> TASK OBJECTIVE
Output the full listing exactly as written, with no pictures in it.

> INFORMATION PROVIDED
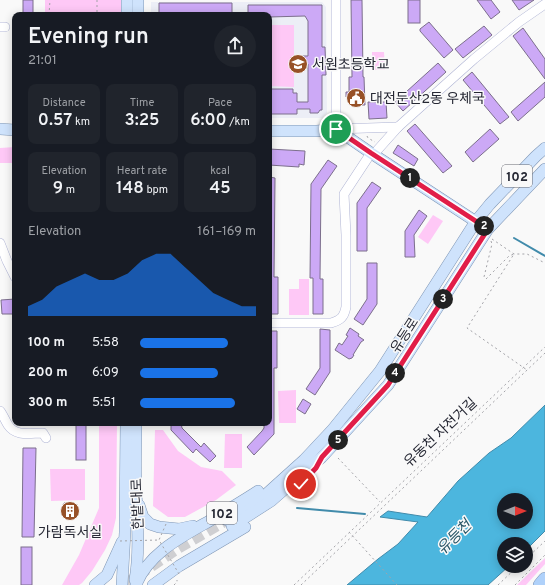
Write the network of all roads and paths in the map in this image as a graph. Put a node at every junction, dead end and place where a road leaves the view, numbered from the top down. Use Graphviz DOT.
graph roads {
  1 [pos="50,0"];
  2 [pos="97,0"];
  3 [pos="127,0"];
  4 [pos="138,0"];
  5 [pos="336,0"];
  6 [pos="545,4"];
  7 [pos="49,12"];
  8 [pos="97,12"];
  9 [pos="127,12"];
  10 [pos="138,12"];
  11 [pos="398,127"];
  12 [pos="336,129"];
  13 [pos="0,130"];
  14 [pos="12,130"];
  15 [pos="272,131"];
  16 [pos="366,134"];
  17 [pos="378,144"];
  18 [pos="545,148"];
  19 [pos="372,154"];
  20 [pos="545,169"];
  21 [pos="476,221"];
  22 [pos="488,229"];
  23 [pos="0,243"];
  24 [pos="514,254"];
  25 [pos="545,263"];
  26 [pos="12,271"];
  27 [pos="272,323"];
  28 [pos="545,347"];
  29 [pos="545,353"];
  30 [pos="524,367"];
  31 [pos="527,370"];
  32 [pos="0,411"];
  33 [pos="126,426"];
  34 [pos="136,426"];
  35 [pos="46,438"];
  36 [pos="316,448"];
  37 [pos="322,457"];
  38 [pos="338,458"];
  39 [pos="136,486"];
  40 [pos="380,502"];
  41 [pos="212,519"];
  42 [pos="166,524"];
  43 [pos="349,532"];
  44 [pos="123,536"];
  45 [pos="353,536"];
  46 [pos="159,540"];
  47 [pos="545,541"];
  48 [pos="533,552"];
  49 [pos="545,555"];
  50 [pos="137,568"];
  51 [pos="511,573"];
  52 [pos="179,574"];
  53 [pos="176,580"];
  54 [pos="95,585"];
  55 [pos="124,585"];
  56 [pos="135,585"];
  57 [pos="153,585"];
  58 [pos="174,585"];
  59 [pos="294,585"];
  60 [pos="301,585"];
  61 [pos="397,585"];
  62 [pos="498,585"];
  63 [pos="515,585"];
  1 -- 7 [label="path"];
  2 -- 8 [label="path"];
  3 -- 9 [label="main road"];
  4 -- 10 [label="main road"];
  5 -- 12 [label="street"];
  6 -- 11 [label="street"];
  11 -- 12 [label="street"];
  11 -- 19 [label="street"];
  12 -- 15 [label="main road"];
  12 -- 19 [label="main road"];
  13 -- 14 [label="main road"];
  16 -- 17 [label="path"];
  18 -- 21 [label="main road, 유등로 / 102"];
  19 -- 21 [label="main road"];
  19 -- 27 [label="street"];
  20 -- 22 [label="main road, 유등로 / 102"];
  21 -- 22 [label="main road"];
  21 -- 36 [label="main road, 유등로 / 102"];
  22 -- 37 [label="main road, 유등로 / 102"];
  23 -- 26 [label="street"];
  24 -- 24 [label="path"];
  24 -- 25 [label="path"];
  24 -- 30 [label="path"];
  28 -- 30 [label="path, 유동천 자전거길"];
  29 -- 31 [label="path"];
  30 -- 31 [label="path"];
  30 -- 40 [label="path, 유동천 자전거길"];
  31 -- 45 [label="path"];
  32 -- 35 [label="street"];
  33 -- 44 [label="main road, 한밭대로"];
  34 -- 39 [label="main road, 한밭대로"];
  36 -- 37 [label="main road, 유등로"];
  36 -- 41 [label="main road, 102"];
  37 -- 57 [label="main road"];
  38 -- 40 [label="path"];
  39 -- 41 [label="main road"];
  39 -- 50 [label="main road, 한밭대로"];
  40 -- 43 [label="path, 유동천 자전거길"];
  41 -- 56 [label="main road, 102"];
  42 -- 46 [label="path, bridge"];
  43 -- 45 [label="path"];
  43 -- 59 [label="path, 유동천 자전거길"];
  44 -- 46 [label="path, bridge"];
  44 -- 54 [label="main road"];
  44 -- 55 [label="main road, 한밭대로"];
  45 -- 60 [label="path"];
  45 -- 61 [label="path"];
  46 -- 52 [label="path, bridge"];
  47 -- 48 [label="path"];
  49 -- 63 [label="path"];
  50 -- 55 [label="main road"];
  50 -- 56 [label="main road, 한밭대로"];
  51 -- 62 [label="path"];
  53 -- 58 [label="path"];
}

> PROBLEM SOLUTION
Write the network of all roads and paths in the map in this image as a graph. Put a node at every junction, dead end and place where a road leaves the view, numbered from the top down. Use Graphviz DOT.
graph roads {
  1 [pos="50,0"];
  2 [pos="97,0"];
  3 [pos="127,0"];
  4 [pos="138,0"];
  5 [pos="336,0"];
  6 [pos="545,4"];
  7 [pos="49,12"];
  8 [pos="97,12"];
  9 [pos="127,12"];
  10 [pos="138,12"];
  11 [pos="398,127"];
  12 [pos="336,129"];
  13 [pos="0,130"];
  14 [pos="12,130"];
  15 [pos="272,131"];
  16 [pos="366,134"];
  17 [pos="378,144"];
  18 [pos="545,148"];
  19 [pos="372,154"];
  20 [pos="545,169"];
  21 [pos="476,221"];
  22 [pos="488,229"];
  23 [pos="0,243"];
  24 [pos="514,254"];
  25 [pos="545,263"];
  26 [pos="12,271"];
  27 [pos="272,323"];
  28 [pos="545,347"];
  29 [pos="545,353"];
  30 [pos="524,367"];
  31 [pos="527,370"];
  32 [pos="0,411"];
  33 [pos="126,426"];
  34 [pos="136,426"];
  35 [pos="46,438"];
  36 [pos="316,448"];
  37 [pos="322,457"];
  38 [pos="338,458"];
  39 [pos="136,486"];
  40 [pos="380,502"];
  41 [pos="212,519"];
  42 [pos="166,524"];
  43 [pos="349,532"];
  44 [pos="123,536"];
  45 [pos="353,536"];
  46 [pos="159,540"];
  47 [pos="545,541"];
  48 [pos="533,552"];
  49 [pos="545,555"];
  50 [pos="137,568"];
  51 [pos="511,573"];
  52 [pos="179,574"];
  53 [pos="176,580"];
  54 [pos="95,585"];
  55 [pos="124,585"];
  56 [pos="135,585"];
  57 [pos="153,585"];
  58 [pos="174,585"];
  59 [pos="294,585"];
  60 [pos="301,585"];
  61 [pos="397,585"];
  62 [pos="498,585"];
  63 [pos="515,585"];
  1 -- 7 [label="path"];
  2 -- 8 [label="path"];
  3 -- 9 [label="main road"];
  4 -- 10 [label="main road"];
  5 -- 12 [label="street"];
  6 -- 11 [label="street"];
  11 -- 12 [label="street"];
  11 -- 19 [label="street"];
  12 -- 15 [label="main road"];
  12 -- 19 [label="main road"];
  13 -- 14 [label="main road"];
  16 -- 17 [label="path"];
  18 -- 21 [label="main road, 유등로 / 102"];
  19 -- 21 [label="main road"];
  19 -- 27 [label="street"];
  20 -- 22 [label="main road, 유등로 / 102"];
  21 -- 22 [label="main road"];
  21 -- 36 [label="main road, 유등로 / 102"];
  22 -- 37 [label="main road, 유등로 / 102"];
  23 -- 26 [label="street"];
  24 -- 24 [label="path"];
  24 -- 25 [label="path"];
  24 -- 30 [label="path"];
  28 -- 30 [label="path, 유동천 자전거길"];
  29 -- 31 [label="path"];
  30 -- 31 [label="path"];
  30 -- 40 [label="path, 유동천 자전거길"];
  31 -- 45 [label="path"];
  32 -- 35 [label="street"];
  33 -- 44 [label="main road, 한밭대로"];
  34 -- 39 [label="main road, 한밭대로"];
  36 -- 37 [label="main road, 유등로"];
  36 -- 41 [label="main road, 102"];
  37 -- 57 [label="main road"];
  38 -- 40 [label="path"];
  39 -- 41 [label="main road"];
  39 -- 50 [label="main road, 한밭대로"];
  40 -- 43 [label="path, 유동천 자전거길"];
  41 -- 56 [label="main road, 102"];
  42 -- 46 [label="path, bridge"];
  43 -- 45 [label="path"];
  43 -- 59 [label="path, 유동천 자전거길"];
  44 -- 46 [label="path, bridge"];
  44 -- 54 [label="main road"];
  44 -- 55 [label="main road, 한밭대로"];
  45 -- 60 [label="path"];
  45 -- 61 [label="path"];
  46 -- 52 [label="path, bridge"];
  47 -- 48 [label="path"];
  49 -- 63 [label="path"];
  50 -- 55 [label="main road"];
  50 -- 56 [label="main road, 한밭대로"];
  51 -- 62 [label="path"];
  53 -- 58 [label="path"];
}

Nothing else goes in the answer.